WHAT TO WORK ON »
Search the entries for the word "lane" and return every line where it is found.

INFORMATION »
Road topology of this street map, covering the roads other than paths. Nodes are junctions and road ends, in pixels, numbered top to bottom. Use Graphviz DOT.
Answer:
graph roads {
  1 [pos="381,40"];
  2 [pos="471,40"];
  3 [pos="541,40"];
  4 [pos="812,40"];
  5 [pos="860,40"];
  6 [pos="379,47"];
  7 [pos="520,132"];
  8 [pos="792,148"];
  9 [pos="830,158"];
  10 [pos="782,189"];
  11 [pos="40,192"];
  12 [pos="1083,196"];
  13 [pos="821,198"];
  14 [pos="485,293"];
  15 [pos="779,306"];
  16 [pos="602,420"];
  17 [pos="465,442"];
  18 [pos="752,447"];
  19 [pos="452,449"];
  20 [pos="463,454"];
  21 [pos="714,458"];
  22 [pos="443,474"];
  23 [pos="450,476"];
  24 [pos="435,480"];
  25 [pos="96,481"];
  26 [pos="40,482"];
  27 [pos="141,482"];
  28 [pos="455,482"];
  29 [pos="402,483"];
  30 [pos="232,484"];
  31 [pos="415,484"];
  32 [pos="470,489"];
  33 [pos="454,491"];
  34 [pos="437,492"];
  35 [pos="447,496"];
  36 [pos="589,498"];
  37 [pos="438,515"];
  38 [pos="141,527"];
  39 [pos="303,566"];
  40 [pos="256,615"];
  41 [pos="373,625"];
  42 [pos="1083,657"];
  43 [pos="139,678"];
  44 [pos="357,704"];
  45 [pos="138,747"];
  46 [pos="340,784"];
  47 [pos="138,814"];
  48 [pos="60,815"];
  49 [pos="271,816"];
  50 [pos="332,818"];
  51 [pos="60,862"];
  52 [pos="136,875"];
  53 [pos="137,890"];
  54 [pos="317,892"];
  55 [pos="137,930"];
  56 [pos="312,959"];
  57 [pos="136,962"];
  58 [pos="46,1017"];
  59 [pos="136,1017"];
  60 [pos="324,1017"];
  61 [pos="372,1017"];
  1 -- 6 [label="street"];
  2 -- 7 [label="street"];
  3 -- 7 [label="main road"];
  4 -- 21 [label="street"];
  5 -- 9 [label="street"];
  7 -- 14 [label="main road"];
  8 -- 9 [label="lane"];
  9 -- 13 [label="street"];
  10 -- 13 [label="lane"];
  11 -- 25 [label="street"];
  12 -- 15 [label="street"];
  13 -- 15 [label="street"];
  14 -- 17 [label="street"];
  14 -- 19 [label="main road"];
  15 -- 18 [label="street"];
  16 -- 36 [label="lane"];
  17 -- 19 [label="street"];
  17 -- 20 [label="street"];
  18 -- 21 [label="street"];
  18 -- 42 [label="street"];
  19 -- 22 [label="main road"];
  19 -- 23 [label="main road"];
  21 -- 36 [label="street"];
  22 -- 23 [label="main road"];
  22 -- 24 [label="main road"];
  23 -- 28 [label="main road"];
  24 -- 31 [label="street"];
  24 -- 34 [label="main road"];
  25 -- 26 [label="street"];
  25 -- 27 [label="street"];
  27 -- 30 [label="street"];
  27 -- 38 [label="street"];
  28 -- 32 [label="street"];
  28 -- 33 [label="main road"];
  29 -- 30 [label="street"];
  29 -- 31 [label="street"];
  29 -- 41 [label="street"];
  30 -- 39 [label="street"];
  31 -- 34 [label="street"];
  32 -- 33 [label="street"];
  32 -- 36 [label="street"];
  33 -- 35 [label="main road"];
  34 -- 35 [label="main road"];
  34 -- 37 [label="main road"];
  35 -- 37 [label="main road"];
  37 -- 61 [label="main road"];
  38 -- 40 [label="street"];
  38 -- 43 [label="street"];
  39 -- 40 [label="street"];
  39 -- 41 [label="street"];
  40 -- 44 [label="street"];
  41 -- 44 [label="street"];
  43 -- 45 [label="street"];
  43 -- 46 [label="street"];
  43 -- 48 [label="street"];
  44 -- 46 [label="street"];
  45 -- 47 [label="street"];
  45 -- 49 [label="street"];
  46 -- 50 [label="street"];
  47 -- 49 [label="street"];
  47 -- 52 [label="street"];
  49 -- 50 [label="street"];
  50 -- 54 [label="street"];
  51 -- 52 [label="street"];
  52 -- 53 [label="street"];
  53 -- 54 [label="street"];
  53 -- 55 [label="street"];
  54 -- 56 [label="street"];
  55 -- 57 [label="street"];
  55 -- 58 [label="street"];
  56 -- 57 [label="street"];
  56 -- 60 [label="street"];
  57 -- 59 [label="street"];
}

THE COMPLETED TASK »
  8 -- 9 [label="lane"];
  10 -- 13 [label="lane"];
  16 -- 36 [label="lane"];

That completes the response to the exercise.